Monoclonal Antibody‐Mediated, Complement‐Independent Binding of Human Tumor Necrosis Factor‐α to Primate Erythrocytes via Complement Receptor 1

Monoclonal antibody (MAb)-based heteropolymers (HP) were used to simulate immune adherence. The HP is constructed by cross-linking MAbs that recognize complement receptor 1 (CR1) and tumor necrosis factor-alpha (TNF-alpha). 125I-labeled TNF-alpha was cocultured with either sheep, monkey, or human erythrocytes in the presence or absence of HP. Human erythrocytes demonstrated 63% +/- 0 (mean +/- SD) binding of 125I-labeled TNF-alpha, while binding of 125I-labeled TNF-alpha in the absence of HP was 4% +/- 1% (P < .001).
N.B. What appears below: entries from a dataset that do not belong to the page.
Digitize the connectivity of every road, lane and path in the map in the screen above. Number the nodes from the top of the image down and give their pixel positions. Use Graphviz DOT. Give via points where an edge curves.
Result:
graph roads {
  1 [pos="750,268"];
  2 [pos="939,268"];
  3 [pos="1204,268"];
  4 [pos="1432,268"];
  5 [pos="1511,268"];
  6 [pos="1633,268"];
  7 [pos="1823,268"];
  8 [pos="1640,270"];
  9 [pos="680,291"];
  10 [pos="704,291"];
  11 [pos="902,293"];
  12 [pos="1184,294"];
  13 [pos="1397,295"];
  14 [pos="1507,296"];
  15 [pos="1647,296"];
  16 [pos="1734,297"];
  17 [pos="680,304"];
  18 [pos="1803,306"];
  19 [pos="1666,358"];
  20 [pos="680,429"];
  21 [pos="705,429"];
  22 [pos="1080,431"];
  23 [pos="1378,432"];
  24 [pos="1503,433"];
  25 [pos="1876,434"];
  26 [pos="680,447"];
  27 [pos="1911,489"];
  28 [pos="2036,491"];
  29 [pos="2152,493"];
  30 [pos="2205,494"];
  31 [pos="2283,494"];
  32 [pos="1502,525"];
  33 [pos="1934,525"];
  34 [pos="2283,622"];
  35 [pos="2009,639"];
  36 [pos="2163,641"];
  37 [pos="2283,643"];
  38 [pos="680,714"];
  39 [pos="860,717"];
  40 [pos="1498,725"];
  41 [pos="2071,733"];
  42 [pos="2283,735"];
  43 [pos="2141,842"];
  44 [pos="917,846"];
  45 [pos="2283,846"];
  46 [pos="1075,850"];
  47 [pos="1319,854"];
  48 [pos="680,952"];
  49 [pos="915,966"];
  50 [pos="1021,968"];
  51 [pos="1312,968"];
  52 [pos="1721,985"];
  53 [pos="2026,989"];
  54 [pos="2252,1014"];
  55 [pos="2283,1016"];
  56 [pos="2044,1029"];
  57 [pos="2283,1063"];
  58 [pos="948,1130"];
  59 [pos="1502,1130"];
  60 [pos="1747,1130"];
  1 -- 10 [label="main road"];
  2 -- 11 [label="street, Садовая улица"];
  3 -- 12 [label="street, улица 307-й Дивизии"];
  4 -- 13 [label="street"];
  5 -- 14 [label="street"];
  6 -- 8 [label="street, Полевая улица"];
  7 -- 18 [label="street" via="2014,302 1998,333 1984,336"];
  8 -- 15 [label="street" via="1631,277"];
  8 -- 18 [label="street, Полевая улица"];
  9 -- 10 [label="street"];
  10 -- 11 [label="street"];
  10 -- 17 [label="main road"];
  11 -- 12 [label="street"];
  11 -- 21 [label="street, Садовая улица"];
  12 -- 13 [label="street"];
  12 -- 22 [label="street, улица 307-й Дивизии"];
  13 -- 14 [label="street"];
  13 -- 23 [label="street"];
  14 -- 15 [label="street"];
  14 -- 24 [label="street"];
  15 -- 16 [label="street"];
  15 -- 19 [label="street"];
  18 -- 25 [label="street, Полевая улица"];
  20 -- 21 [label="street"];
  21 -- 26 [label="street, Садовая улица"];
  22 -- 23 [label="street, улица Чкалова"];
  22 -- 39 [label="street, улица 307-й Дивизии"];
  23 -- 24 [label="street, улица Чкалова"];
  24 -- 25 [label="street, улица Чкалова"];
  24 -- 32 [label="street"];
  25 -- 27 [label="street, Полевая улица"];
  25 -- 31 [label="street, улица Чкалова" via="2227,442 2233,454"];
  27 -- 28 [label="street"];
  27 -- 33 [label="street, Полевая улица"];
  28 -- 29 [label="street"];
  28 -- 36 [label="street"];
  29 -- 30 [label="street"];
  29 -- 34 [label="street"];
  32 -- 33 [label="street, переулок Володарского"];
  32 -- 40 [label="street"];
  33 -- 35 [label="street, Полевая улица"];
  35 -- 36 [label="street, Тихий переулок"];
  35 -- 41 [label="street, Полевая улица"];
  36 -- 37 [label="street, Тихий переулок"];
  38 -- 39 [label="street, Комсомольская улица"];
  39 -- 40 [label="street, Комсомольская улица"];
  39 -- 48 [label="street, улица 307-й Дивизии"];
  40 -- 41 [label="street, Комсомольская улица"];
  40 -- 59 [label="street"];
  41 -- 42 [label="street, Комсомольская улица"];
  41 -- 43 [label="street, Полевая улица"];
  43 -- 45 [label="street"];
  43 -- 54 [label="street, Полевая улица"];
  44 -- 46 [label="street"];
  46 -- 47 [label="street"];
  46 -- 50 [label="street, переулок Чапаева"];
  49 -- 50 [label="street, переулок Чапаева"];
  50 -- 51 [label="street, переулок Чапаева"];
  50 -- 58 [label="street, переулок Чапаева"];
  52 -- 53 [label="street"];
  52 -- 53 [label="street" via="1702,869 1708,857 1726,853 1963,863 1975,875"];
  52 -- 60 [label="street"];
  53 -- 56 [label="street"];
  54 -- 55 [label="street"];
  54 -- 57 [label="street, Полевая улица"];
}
Monkey erythrocytes showed similar results, while sheep erythrocytes (which lack CR1) demonstrated low binding. The effect of HP binding on biologic activity of TNF-alpha was examined in an assay of stimulated human neutrophils. The HP completely inhibited the ability of TNF-alpha to prime neutrophils, occurring regardless of the presence or absence of erythrocytes but solely dependent on the addition of HP. Thus, the HP facilitated specific, saturable, and significant binding of 125I-labeled TNF-alpha to primate erythrocytes in vitro.